Familiar self-associated stimuli such as one’s own name and face can enhance performance in cuing tasks when compared to other names or faces. However, it is unclear whether newly self-associated stimuli can capture attention as effectively as familiar self-associated stimuli. A sample of 30 participants associated geometric shapes to themselves and a stranger. They then performed a target-discrimination task (“Is the target a p or a q?”). Self- and stranger-associated stimuli were simultaneously presented preceding the target. The to-be-identified target either followed the self- or the stranger-related stimuli. Further, the type of representation varied: the self and the stranger were either represented by familiar labels, by the newly associated geometric shapes or by shape-label pairs. Significant effects were observed for target location (p < .001) as well as type of representation (p < .001), with faster reaction times towards targets following self-representations than stranger-representations. The interaction between target location and type of representation was also significant (p < .001). Specifically, a significant difference between responses cued by self- vs. stranger-representations was observed when the self and stranger were represented by a label (p < .001) or a shape-label pair (p < .001). The newly self-associated shape did not yield a significant difference in responses to targets cued by self vs. stranger (p = .325). Results are interpreted as an attentional prioritization effect yielded by familiar self- vs. stranger-representations in contrast to newly established representations.

In this talk, we present evidence from two experimental lines combining spatial compatibility tasks such as the Simon task with task-irrelevant self-related stimulus material. In Experiment 1, participants responded to the color of a dot superimposed on photos of different faces (one’s own, co-actor’s face, stranger’s face) presented on the left or right side of the screen’s center.

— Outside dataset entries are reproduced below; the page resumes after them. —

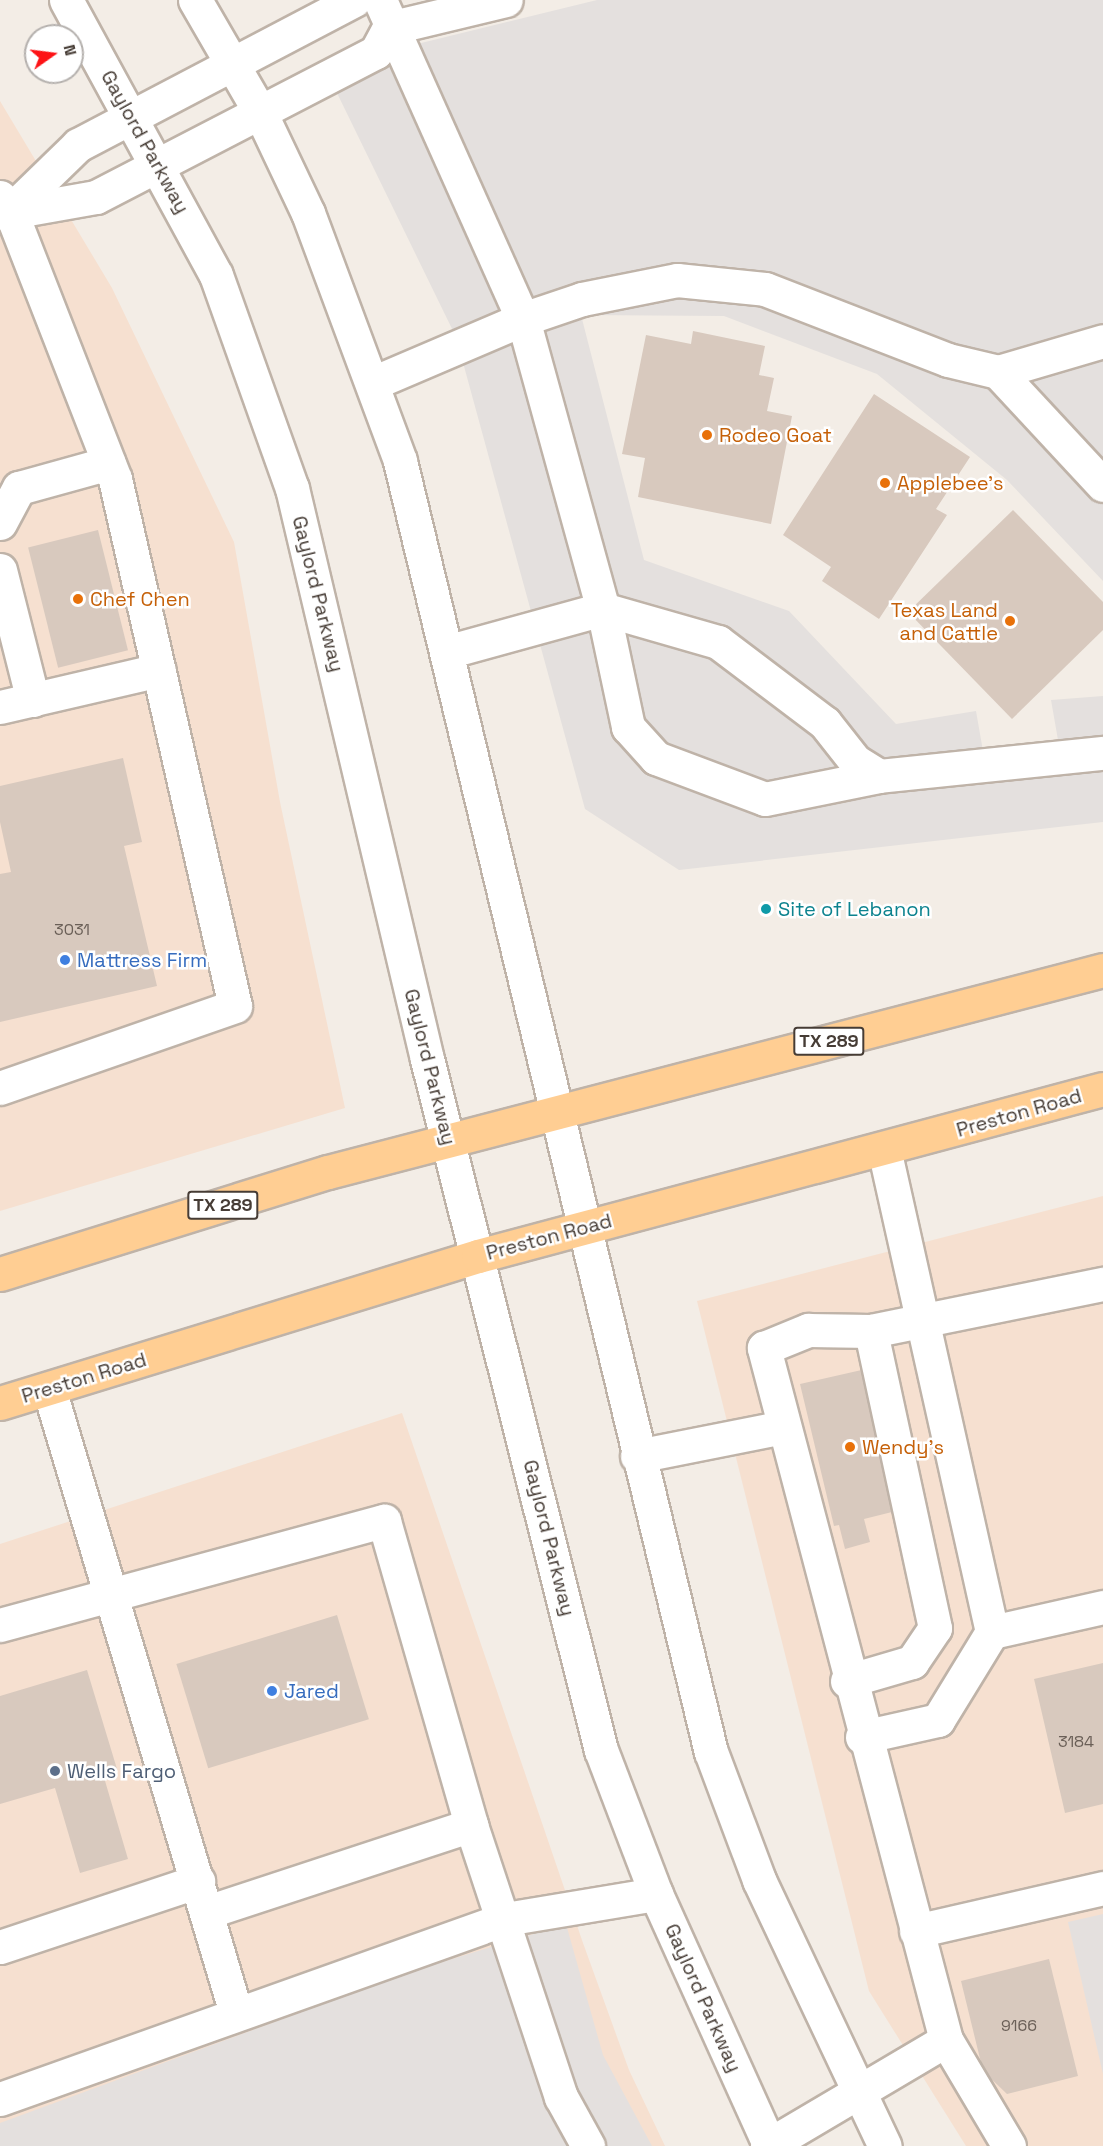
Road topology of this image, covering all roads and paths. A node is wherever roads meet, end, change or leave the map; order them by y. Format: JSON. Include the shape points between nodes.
{"nodes":[{"id":1,"x":66,"y":0,"type":"edge"},
{"id":2,"x":195,"y":0,"type":"edge"},
{"id":3,"x":356,"y":0,"type":"edge"},
{"id":4,"x":506,"y":0,"type":"edge"},
{"id":5,"x":384,"y":14,"type":"edge"},
{"id":6,"x":234,"y":63,"type":"junction"},
{"id":7,"x":260,"y":112,"type":"junction"},
{"id":8,"x":132,"y":117,"type":"junction"},
{"id":9,"x":158,"y":165,"type":"junction"},
{"id":10,"x":4,"y":209,"type":"edge"},
{"id":11,"x":523,"y":319,"type":"junction"},
{"id":12,"x":1103,"y":341,"type":"edge"},
{"id":13,"x":998,"y":372,"type":"junction"},
{"id":14,"x":373,"y":383,"type":"junction"},
{"id":15,"x":109,"y":463,"type":"junction"},
{"id":16,"x":1103,"y":485,"type":"edge"},
{"id":17,"x":0,"y":523,"type":"edge"},
{"id":18,"x":0,"y":570,"type":"edge"},
{"id":19,"x":603,"y":609,"type":"junction"},
{"id":20,"x":450,"y":651,"type":"junction"},
{"id":21,"x":159,"y":670,"type":"junction"},
{"id":22,"x":33,"y":700,"type":"junction"},
{"id":23,"x":0,"y":707,"type":"edge"},
{"id":24,"x":1103,"y":753,"type":"edge"},
{"id":25,"x":879,"y":776,"type":"junction"},
{"id":26,"x":1103,"y":970,"type":"edge"},
{"id":27,"x":0,"y":1088,"type":"edge"},
{"id":28,"x":1103,"y":1089,"type":"edge"},
{"id":29,"x":558,"y":1111,"type":"junction"},
{"id":30,"x":448,"y":1141,"type":"junction"},
{"id":31,"x":884,"y":1149,"type":"junction"},
{"id":32,"x":585,"y":1227,"type":"junction"},
{"id":33,"x":478,"y":1256,"type":"junction"},
{"id":34,"x":0,"y":1274,"type":"edge"},
{"id":35,"x":1103,"y":1284,"type":"edge"},
{"id":36,"x":921,"y":1317,"type":"junction"},
{"id":37,"x":871,"y":1331,"type":"junction"},
{"id":38,"x":49,"y":1389,"type":"junction"},
{"id":39,"x":0,"y":1403,"type":"edge"},
{"id":40,"x":783,"y":1427,"type":"junction"},
{"id":41,"x":637,"y":1456,"type":"junction"},
{"id":42,"x":111,"y":1594,"type":"junction"},
{"id":43,"x":1103,"y":1606,"type":"edge"},
{"id":44,"x":0,"y":1625,"type":"edge"},
{"id":45,"x":992,"y":1632,"type":"junction"},
{"id":46,"x":847,"y":1682,"type":"junction"},
{"id":47,"x":862,"y":1737,"type":"junction"},
{"id":48,"x":471,"y":1825,"type":"junction"},
{"id":49,"x":198,"y":1881,"type":"junction"},
{"id":50,"x":1103,"y":1888,"type":"edge"},
{"id":51,"x":656,"y":1894,"type":"junction"},
{"id":52,"x":207,"y":1912,"type":"junction"},
{"id":53,"x":505,"y":1918,"type":"junction"},
{"id":54,"x":916,"y":1931,"type":"junction"},
{"id":55,"x":0,"y":1947,"type":"edge"},
{"id":56,"x":236,"y":2013,"type":"junction"},
{"id":57,"x":946,"y":2040,"type":"junction"},
{"id":58,"x":856,"y":2094,"type":"junction"},
{"id":59,"x":0,"y":2099,"type":"edge"},
{"id":60,"x":588,"y":2146,"type":"edge"},
{"id":61,"x":769,"y":2146,"type":"edge"},
{"id":62,"x":885,"y":2146,"type":"edge"},
{"id":63,"x":1009,"y":2146,"type":"edge"}],
"edges":[{"from":1,"to":8,"type":"street","name":"Gaylord Parkway"},
{"from":2,"to":6,"type":"street"},
{"from":3,"to":5,"type":"street"},
{"from":3,"to":6,"type":"street"},
{"from":4,"to":5,"type":"street"},
{"from":5,"to":7,"type":"street","via":[[376,52]]},
{"from":5,"to":11,"type":"street"},
{"from":6,"to":7,"type":"street"},
{"from":6,"to":8,"type":"street"},
{"from":7,"to":9,"type":"street"},
{"from":7,"to":14,"type":"street","via":[[308,213]]},
{"from":8,"to":9,"type":"street","name":"Gaylord Parkway"},
{"from":8,"to":10,"type":"street","via":[[78,145]]},
{"from":9,"to":10,"type":"street","via":[[96,197]]},
{"from":9,"to":30,"type":"street","name":"Gaylord Parkway","via":[[216,275],[292,488]]},
{"from":10,"to":15,"type":"street"},
{"from":11,"to":13,"type":"street","via":[[582,299],[677,280],[765,289],[948,360]]},
{"from":11,"to":14,"type":"street"},
{"from":11,"to":19,"type":"street"},
{"from":12,"to":13,"type":"street"},
{"from":13,"to":16,"type":"street"},
{"from":14,"to":20,"type":"street","via":[[400,461]]},
{"from":15,"to":17,"type":"street","via":[[19,488]]},
{"from":15,"to":21,"type":"street"},
{"from":18,"to":22,"type":"street"},
{"from":19,"to":20,"type":"street"},
{"from":19,"to":25,"type":"street","via":[[718,642],[825,723],[855,760]]},
{"from":19,"to":25,"type":"street","via":[[628,727],[656,758],[765,799]]},
{"from":20,"to":29,"type":"street"},
{"from":21,"to":22,"type":"street"},
{"from":21,"to":27,"type":"street","via":[[236,1006]]},
{"from":22,"to":23,"type":"street"},
{"from":24,"to":25,"type":"street"},
{"from":26,"to":29,"type":"main road","number":"TX 289"},
{"from":28,"to":31,"type":"main road","name":"Preston Road"},
{"from":29,"to":30,"type":"main road","number":"TX 289"},
{"from":29,"to":32,"type":"street"},
{"from":30,"to":33,"type":"street","name":"Gaylord Parkway"},
{"from":30,"to":34,"type":"main road","number":"TX 289"},
{"from":31,"to":32,"type":"main road","name":"Preston Road"},
{"from":31,"to":36,"type":"street"},
{"from":32,"to":33,"type":"main road","name":"Preston Road"},
{"from":32,"to":41,"type":"street"},
{"from":33,"to":38,"type":"main road","name":"Preston Road"},
{"from":33,"to":51,"type":"street","name":"Gaylord Parkway","via":[[601,1750]]},
{"from":35,"to":36,"type":"street"},
{"from":36,"to":37,"type":"street"},
{"from":36,"to":45,"type":"street"},
{"from":37,"to":40,"type":"street","via":[[808,1330],[764,1348]]},
{"from":37,"to":46,"type":"street","via":[[935,1628],[912,1662]]},
{"from":38,"to":39,"type":"main road","name":"Preston Road"},
{"from":38,"to":42,"type":"street"},
{"from":40,"to":41,"type":"street"},
{"from":40,"to":46,"type":"street"},
{"from":41,"to":58,"type":"street","via":[[711,1752],[759,1880]]},
{"from":42,"to":44,"type":"street"},
{"from":42,"to":48,"type":"street","via":[[384,1521]]},
{"from":42,"to":49,"type":"street"},
{"from":43,"to":45,"type":"street"},
{"from":45,"to":47,"type":"street","via":[[938,1720]]},
{"from":46,"to":47,"type":"street"},
{"from":47,"to":54,"type":"street"},
{"from":48,"to":52,"type":"street"},
{"from":48,"to":53,"type":"street"},
{"from":49,"to":52,"type":"street"},
{"from":49,"to":55,"type":"street"},
{"from":50,"to":54,"type":"street"},
{"from":51,"to":53,"type":"street"},
{"from":51,"to":61,"type":"street","name":"Gaylord Parkway"},
{"from":52,"to":56,"type":"street"},
{"from":53,"to":56,"type":"street"},
{"from":53,"to":60,"type":"street","via":[[561,2097]]},
{"from":54,"to":57,"type":"street"},
{"from":56,"to":59,"type":"street"},
{"from":57,"to":58,"type":"street"},
{"from":57,"to":63,"type":"street"},
{"from":58,"to":61,"type":"street"},
{"from":58,"to":62,"type":"street"}]}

In Experiment 2, whole-body photos of different humans (one’s own, stranger’s photo) holding a colored ball in either hand presented on either side of the screen’s center were utilized. In both experiments, the task-relevant feature required a classification based on the stimulus color whereas the stimulus location was task-irrelevant. Therefore, two kinds of compatibility effects could be considered, i.e. based on the spatial compatibility between the stimulus location and the response (i.e. the Simon Effect) and based on the compatibility between the identity of the actor on the photo and the responding agent (i.e. Photo-Agent Effect). In Experiment 1, the spatial compatibility effect was more salient than the identity-based compatibility effect. Experiment 2 found evidence for both, i.e. spatial and identity-based compatibility effects. Using both, i.e. task-irrelevant self-relatedness and task-irrelevant spatial location, shifted the cognitive weights associated with the spatial and identity-based compatibility.